Section references to the Code are to the Code, as in effect at the date of this
Agreement and any subsequent provisions of the Code, amendatory thereof,
supplemental thereto or substituted therefor.
-49-
"Commitment" shall mean for each Bank the amount set forth opposite
such Bank's name on Annex I hereto (as the same may be adjusted from time to
time in accordance with the terms of this Agreement).
"Company" shall have the meaning provided in the first paragraph of
this Agreement.
"Competitive Bid Borrowing" shall mean a Borrowing of Competitive Bid
Loans pursuant to Section 1.04 with respect to which the Company has requested
that the Banks offer to make Competitive Bid Loans at Absolute Rates.
"Competitive Bid Loans" shall have the meaning provided in Section
1.01(b).
"Consolidated Net Worth" shall mean, as of any date for the
determination thereof, the amount specified on the most recent quarterly or
annual consolidated balance sheet of the Company under the heading "Total
Stockholders' Equity" determined in accordance with generally accepted
accounting principles.
"Consolidated Total Capitalization" shall mean the sum of (i)
Consolidated Net Worth and (ii) Consolidated Total Debt.
"Consolidated Total Debt" shall mean all Indebtedness of the Company
and its consolidated Subsidiaries, calculated on a consolidated basis.

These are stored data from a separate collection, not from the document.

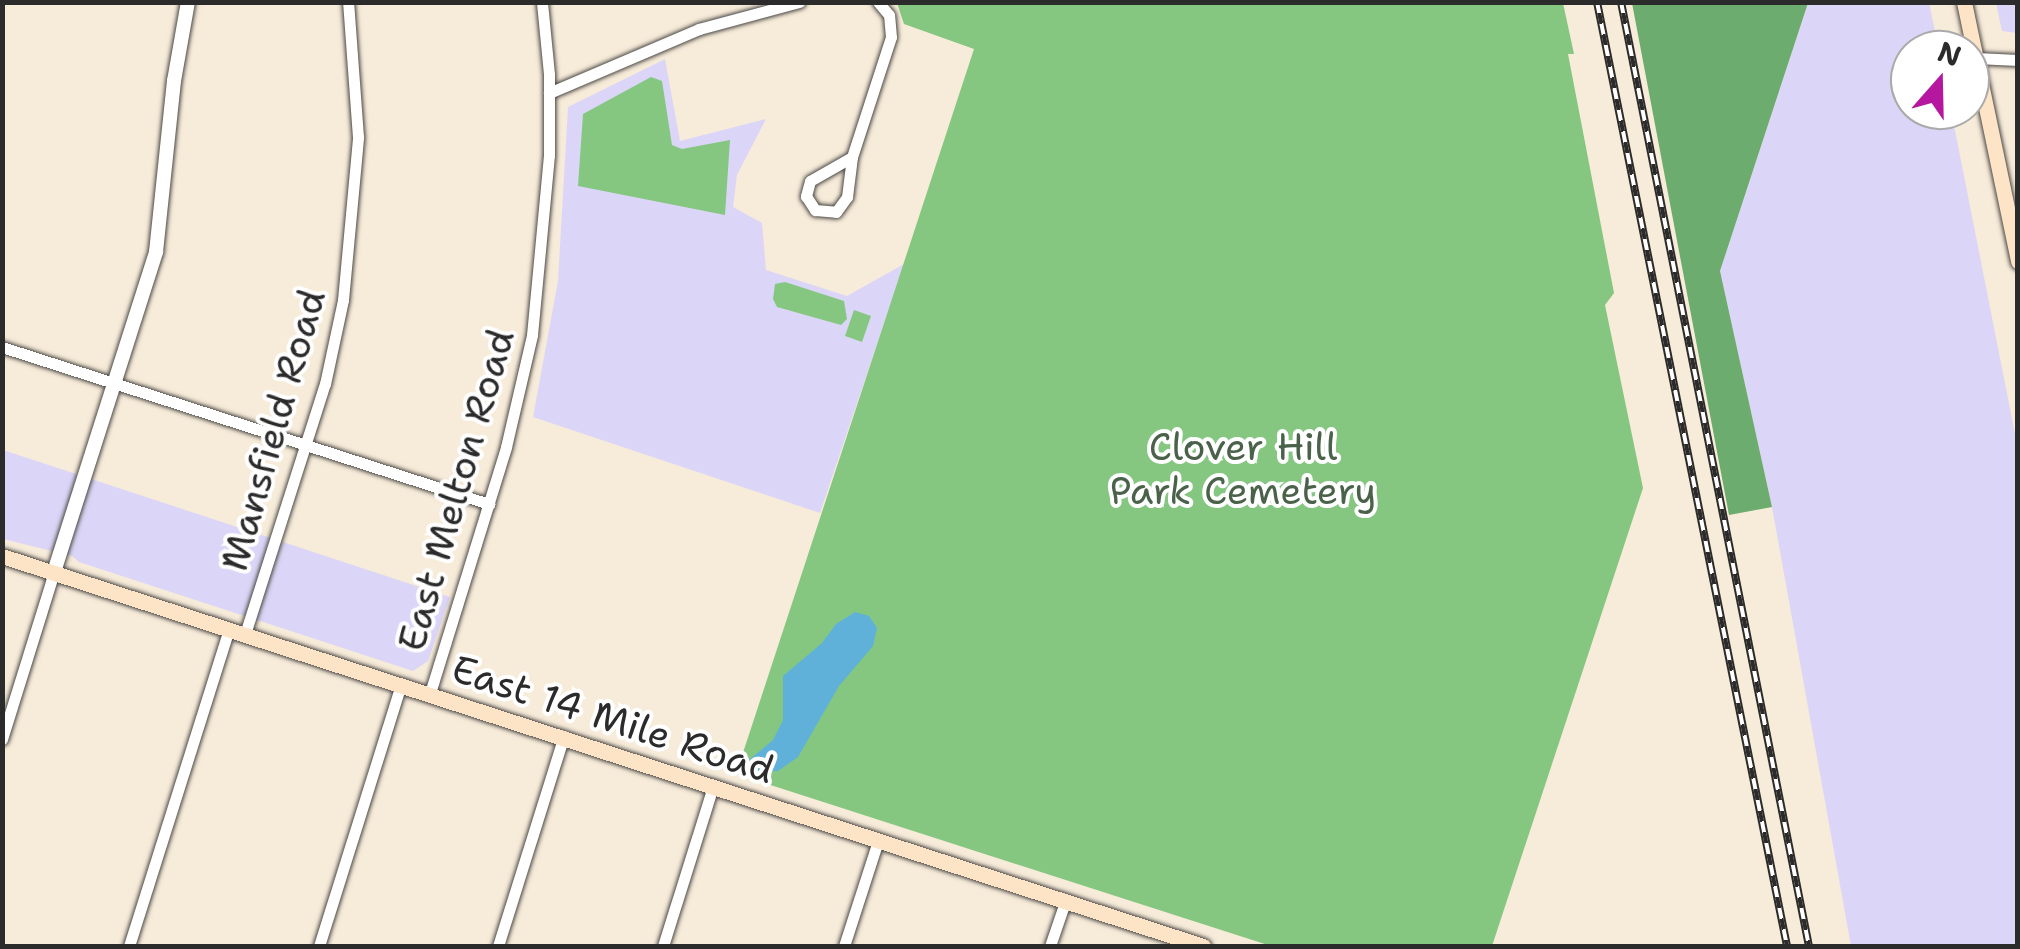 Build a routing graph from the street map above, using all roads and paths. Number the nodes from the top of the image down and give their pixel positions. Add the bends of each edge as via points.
1 (188, 2) edge
2 (348, 2) edge
3 (542, 2) edge
4 (799, 2) edge
5 (878, 2) edge
6 (1964, 2) edge
7 (1970, 30) edge
8 (1990, 59) edge
9 (2018, 60) edge
10 (550, 93) junction
11 (1990, 126) edge
12 (852, 157) junction
13 (2018, 261) edge
14 (2, 347) edge
15 (115, 384) junction
16 (306, 445) junction
17 (489, 504) junction
18 (2, 556) edge
19 (54, 572) junction
20 (237, 631) junction
21 (400, 684) junction
22 (430, 693) junction
23 (564, 736) junction
24 (2, 738) edge
25 (713, 786) junction
26 (878, 841) junction
27 (1065, 902) junction
28 (129, 946) edge
29 (319, 946) edge
30 (498, 946) edge
31 (664, 946) edge
32 (844, 946) edge
33 (1050, 946) edge
34 (1204, 946) edge

1 - 15 street via 156,252
2 - 16 street, Mansfield Road via 358,101 350,258 326,384
3 - 10 street, East Melton Road
4 - 10 street via 699,29
5 - 12 street via 889,15 891,37
6 - 7 main road
8 - 9 street
10 - 17 street, East Melton Road via 537,303 518,406
11 - 13 main road
12 - 12 street via 810,181 806,196 815,210 836,212 844,204
14 - 15 street
15 - 16 street
15 - 19 street
16 - 17 street
16 - 20 street, Mansfield Road
17 - 22 street, East Melton Road
18 - 19 main road, East 14 Mile Road
19 - 20 main road, East 14 Mile Road
19 - 24 street
20 - 21 main road, East 14 Mile Road
20 - 28 street, Mansfield Road
21 - 22 main road, East 14 Mile Road
21 - 29 street
22 - 23 main road, East 14 Mile Road
23 - 25 main road, East 14 Mile Road
23 - 30 street
25 - 26 main road, East 14 Mile Road
25 - 31 street
26 - 27 main road, East 14 Mile Road
26 - 32 street
27 - 33 street
27 - 34 main road, East 14 Mile Road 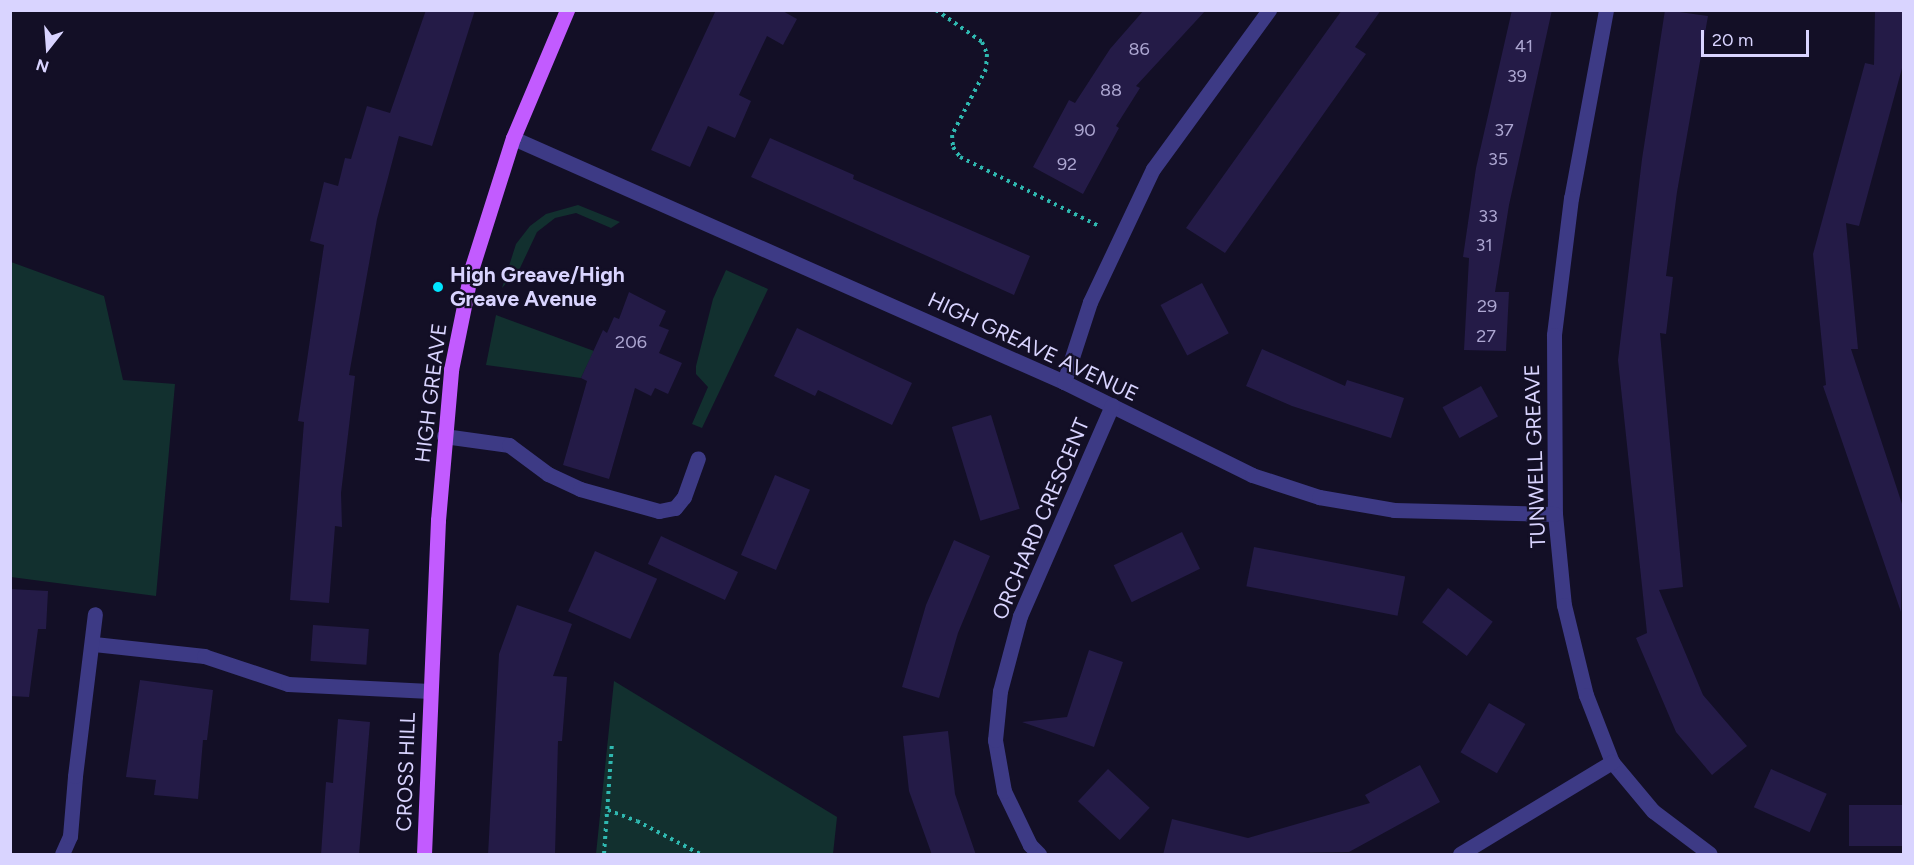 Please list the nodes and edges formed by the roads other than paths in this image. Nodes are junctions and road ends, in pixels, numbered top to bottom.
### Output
1 (567, 10) edge
2 (1269, 10) edge
3 (1606, 10) edge
4 (513, 138) junction
5 (1064, 382) junction
6 (1112, 405) junction
7 (444, 436) junction
8 (698, 458) dead end
9 (1555, 514) junction
10 (95, 614) dead end
11 (94, 644) junction
12 (430, 691) junction
13 (1612, 762) junction
14 (62, 855) edge
15 (424, 855) edge
16 (1039, 855) edge
17 (1460, 855) edge
18 (1710, 855) edge

1 - 4 main road, HIGH GREAVE
2 - 5 street
3 - 9 street, TUNWELL GREAVE
4 - 5 street, HIGH GREAVE AVENUE
4 - 7 main road, HIGH GREAVE
5 - 6 street, HIGH GREAVE AVENUE
6 - 9 street, HIGH GREAVE AVENUE
6 - 16 street, ORCHARD CRESCENT
7 - 8 street
7 - 12 main road, HIGH GREAVE
9 - 13 street, TUNWELL GREAVE
10 - 11 street
11 - 12 street
11 - 14 street
12 - 15 main road, CROSS HILL
13 - 17 street
13 - 18 street, TUNWELL GREAVE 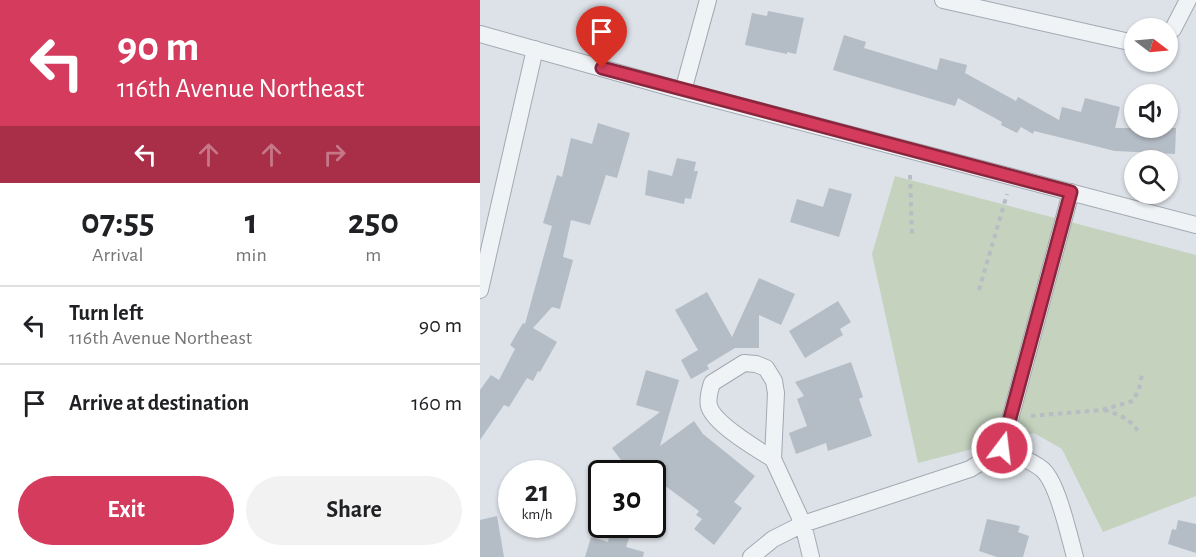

"Credit Documents" shall mean and include this Agreement and the
Notes.
"Credit Event" shall mean the making of any Loan or the issuance of
any Letter of Credit.
"Credit Rating" shall mean (i) the Applicable Credit Rating assigned
by each Rating Agency, if such Applicable Credit Ratings are the same or (ii) if
the Applicable Credit Ratings assigned by the Rating Agencies differ, the higher
of the Applicable Credit Ratings assigned by the Rating Agencies or (iii) if
only one Rating Agency shall assign a rating level to any unsecured long term
debt of the Company, the Applicable Credit Rating assigned by such Rating
Agency.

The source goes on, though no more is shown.